I am a new, or at least, a returning committee member, I was brought up on a small dairy farm in Lincolnshire by my mother and step-father alongside my twin brother and my half brother.
Being on a dairy farm with eventually 70 or 80 milking Friesian cattle I/we were not unused to hard work, frequently having to get up early on a Saturday morning to help milk the cows when the herdsman had his day off. We all went to Louth King Edward Grammar School. I left in 1959 half way through VIth form and joined Lloyds Bank at a small town called Alford eventually moving on to the Boston branch. I have to admit I did not enjoy being a bank clerk giving money away all the time so I left in 1962 and followed my uncle into the meteorological office where I stayed for 41 years, retiring in April 2003.
My first posting was at a small RAF airfield called Strubby where they flew Meteors, Vampires and Canberras. At this stage I was obviously a very junior assistant but through hard work I was eventually promoted to a junior forecasting grade in 1979. I spent most of my career based in Lincolnshire either at Scampton or Waddington but I did also spend 12 years on and off in Germany both as an assistant and later as a forecaster. I suppose my only claim to fame was as the weather forecaster for the Red Arrows at RAF Scampton in the mid-eighties. In 1996 I was promoted and moved to Wattisham Airfield with the Army Air Corp as Senior Met Officer. Apart from two trips to Ascension Island to help boost my pension, I stayed at Wattisham until my retirement.
I retired from the Met Office in 2003 when I reached my 60th birthday. Then you had no choice of staying on until 65! After leaving I could not sit on my backside and do nothing, so I joined the Ambulance Transport service, which I enjoyed immensely. I suppose I enjoyed helping people and also the driving.
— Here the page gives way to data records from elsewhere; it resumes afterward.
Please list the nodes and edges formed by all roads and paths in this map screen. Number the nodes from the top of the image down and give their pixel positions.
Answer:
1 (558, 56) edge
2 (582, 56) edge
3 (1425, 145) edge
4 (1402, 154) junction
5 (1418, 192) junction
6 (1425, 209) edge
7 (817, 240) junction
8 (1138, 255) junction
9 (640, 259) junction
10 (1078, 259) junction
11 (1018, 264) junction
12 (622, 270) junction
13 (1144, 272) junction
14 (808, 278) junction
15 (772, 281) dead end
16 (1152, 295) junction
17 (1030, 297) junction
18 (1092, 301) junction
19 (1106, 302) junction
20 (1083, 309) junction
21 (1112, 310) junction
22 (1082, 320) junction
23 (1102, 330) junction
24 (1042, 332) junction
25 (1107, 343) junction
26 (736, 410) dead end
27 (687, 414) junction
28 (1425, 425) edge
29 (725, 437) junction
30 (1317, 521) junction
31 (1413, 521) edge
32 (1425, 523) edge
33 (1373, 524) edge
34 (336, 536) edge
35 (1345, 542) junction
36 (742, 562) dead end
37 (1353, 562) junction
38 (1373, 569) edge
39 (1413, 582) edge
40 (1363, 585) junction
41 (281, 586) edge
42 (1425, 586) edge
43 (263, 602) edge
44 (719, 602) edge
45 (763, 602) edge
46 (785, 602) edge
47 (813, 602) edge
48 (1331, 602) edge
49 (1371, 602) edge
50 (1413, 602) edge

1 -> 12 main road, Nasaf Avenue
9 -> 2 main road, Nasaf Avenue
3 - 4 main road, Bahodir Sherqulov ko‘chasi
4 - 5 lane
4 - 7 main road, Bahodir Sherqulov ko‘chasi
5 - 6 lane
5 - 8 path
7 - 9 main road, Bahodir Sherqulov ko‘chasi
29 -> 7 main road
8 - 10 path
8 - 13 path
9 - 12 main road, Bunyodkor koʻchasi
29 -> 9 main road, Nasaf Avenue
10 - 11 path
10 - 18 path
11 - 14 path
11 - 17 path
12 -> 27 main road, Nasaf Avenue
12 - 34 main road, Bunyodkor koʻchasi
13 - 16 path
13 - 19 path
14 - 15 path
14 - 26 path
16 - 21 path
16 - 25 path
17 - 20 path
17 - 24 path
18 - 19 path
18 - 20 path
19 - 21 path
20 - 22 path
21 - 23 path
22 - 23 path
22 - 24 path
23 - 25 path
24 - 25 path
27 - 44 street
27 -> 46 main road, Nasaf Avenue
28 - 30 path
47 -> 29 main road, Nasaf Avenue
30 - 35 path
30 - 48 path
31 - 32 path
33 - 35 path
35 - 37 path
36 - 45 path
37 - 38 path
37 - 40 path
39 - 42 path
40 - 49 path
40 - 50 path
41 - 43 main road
My only regret was not being taught driving under ‘Blue-Light’ conditions – that would have been fun! December 2007 is when things started to go wrong! I was at the Ambulance Christmas party at the Sicklesmere pub when I started to feel unwell, so I quietly slipped off home. My stomach was sore and no matter what I took it did not get better. So at 07.30 on the Saturday morning I called an ambulance. A crew from Stowmarket turned up and asked ‘Who is it?’ ‘Me’ I said. ‘Ok get in the ambulance’. They gave me an ECG and said' You have had a heart attack’. That is when it all started. That Saturday night I was taken to Papworth and the following Friday 21st December I was under the knife having a triple by-pass. That Christmas Day was the worst I had ever experienced but I distinctly remember waking up on Boxing Day and thinking to myself ‘I feel better today’ – and by the weekend I was on my way home. I did the usual re-hab at WSH and then joined Upbeat around July 2008 and I returned to work with the ambulance service in the August just 6 months after my attack. It could have been earlier if the physio at Ipswich hospital had not gone on holiday and forgotten to give me the ‘all-clear’.
People are frequently commenting that I look brown. It is because I spend most of my holidays since my retirement in Malaysia. I was first introduced to the area when in the Met Office at a base called Labuan in North Borneo in 1965. Since I have been single I have returned at least 9 times in the last 12 years. My favourite destination is a hotel just outside Kota-Kinabalu in Sabah, North Borneo. I have been many times and this year they gave me a wonderful birthday party. At Sepilok in Sabah is the Orang-Utang sanctuary which you may have seen on TV. Paul O’Grady did a short series of programmes from there. I have visited 3 or 4 times, I think they are beautiful animals – such beautiful eyes. The only problem with going to Malaysia is the length of time it takes there and although food is cheap and very good alcohol is relatively expensive, being a predominately Muslim country, so it is always nice to get home for a decent pint of bitter and of course a return to exercising at UPBEAT!!